Upon that Caleb started, and looked at him more fixedly, staggering
forward and laying his hand upon his shoulder.

“Are you the boy that was with Mr. Merrivale?” he asked, in
a depressed, indistinct voice.

“Why, yes! did n't you know it?”

“Where is he? what has he done with my child?”

Caleb spoke in a strange, passionate manner, which filled
Cheesy with alarm.

“I don' know,” he faltered. “I thought you did. I thought
he sent you to find me.”

Caleb's head fell again upon his breast. Muttering unintelligibly,
he rolled into the bunk Cheesy had vacated, and lay there,
uttering faint groans with every breath he drew.

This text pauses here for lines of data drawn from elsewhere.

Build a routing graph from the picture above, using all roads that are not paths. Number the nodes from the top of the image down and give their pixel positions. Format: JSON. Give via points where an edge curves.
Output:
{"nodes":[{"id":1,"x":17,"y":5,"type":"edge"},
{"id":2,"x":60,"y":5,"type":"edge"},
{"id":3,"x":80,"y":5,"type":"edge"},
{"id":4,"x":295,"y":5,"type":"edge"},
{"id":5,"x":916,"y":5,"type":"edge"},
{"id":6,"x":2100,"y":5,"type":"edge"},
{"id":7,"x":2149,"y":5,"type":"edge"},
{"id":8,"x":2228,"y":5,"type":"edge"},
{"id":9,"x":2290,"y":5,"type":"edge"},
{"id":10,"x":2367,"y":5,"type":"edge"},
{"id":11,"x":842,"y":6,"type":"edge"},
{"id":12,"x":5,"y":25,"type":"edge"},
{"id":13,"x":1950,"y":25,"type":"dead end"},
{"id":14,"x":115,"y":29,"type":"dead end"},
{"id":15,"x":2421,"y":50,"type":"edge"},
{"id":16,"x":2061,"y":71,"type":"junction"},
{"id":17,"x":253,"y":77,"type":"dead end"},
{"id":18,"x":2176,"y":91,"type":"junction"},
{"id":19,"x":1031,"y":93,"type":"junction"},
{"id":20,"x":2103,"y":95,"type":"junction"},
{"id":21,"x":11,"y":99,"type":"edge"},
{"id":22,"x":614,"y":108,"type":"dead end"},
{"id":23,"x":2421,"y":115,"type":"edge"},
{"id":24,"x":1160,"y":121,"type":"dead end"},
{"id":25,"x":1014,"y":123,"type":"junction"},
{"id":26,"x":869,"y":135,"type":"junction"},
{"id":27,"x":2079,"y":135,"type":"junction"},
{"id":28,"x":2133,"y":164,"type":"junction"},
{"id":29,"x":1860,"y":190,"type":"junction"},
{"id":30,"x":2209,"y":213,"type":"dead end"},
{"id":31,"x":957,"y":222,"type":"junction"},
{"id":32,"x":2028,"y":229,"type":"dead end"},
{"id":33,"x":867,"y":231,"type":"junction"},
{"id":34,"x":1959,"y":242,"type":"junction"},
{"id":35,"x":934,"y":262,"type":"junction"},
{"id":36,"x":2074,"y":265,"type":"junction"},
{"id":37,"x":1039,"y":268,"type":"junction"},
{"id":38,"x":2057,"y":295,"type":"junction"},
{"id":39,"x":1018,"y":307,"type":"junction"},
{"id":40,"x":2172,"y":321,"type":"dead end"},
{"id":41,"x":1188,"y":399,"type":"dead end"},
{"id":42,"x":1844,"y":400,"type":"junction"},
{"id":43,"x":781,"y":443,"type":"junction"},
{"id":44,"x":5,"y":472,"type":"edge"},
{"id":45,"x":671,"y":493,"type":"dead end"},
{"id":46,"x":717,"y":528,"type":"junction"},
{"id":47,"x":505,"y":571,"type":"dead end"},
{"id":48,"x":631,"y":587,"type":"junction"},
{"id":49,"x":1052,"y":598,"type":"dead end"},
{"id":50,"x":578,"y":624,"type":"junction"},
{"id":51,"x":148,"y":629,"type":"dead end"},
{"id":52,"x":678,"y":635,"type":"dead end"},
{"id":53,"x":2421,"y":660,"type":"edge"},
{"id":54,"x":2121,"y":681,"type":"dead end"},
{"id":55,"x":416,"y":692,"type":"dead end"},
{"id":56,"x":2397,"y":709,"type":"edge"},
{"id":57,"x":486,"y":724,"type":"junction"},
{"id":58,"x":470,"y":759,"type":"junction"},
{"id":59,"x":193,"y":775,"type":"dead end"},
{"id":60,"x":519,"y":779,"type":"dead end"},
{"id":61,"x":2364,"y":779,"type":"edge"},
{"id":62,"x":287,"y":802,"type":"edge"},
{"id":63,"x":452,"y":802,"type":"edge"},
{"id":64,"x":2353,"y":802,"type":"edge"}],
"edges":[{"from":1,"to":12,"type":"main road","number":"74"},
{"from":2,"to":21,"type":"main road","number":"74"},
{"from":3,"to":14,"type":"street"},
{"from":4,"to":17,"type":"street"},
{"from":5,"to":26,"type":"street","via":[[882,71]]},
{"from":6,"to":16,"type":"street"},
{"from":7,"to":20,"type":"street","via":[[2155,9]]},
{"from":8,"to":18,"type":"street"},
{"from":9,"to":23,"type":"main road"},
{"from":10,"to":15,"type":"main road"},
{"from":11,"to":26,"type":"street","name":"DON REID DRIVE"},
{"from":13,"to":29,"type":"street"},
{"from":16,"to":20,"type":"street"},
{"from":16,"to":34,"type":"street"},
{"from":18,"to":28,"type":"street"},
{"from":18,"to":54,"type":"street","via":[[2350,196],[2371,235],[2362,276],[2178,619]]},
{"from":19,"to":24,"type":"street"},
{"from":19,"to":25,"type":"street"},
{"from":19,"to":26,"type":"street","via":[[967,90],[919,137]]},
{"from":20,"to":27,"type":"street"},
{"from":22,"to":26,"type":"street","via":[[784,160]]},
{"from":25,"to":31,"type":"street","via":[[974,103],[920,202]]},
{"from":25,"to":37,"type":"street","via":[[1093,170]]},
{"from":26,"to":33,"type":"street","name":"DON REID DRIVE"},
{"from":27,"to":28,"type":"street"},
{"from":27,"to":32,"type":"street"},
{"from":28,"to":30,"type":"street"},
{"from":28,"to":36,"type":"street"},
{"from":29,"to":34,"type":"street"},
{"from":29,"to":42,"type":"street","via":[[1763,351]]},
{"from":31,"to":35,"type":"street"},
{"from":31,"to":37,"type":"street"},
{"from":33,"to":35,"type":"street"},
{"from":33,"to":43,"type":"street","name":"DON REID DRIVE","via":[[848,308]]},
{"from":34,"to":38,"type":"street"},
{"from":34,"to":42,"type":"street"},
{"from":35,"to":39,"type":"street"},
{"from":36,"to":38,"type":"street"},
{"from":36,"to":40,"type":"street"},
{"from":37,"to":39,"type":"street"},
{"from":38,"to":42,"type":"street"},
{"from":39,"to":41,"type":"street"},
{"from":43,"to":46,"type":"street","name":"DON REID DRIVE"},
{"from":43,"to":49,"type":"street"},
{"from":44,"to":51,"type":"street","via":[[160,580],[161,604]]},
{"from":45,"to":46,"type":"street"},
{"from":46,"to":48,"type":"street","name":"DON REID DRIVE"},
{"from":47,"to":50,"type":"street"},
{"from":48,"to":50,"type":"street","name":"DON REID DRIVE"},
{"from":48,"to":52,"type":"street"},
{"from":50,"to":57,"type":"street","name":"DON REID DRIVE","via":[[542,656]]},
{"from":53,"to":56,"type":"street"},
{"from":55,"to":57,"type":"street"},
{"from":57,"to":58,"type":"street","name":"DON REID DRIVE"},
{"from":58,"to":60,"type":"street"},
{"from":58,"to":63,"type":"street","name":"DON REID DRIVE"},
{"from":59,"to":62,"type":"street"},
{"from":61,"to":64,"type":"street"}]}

It took Cheesy a long time to get rid of the idea that Caleb
had been sent by Martin to find him out, and deliver him from
the watch-house. But at length he saw how it was. The mendicant
had murdered Mr. Merrivale for his money, and been
arrested! Possessed with this uncomfortable notion, he shrank
with curdling blood from the assassin's presence, and looked miserably
through the iron grating for the captain, who he hoped
would in mercy let him out or remove his dreadful companion.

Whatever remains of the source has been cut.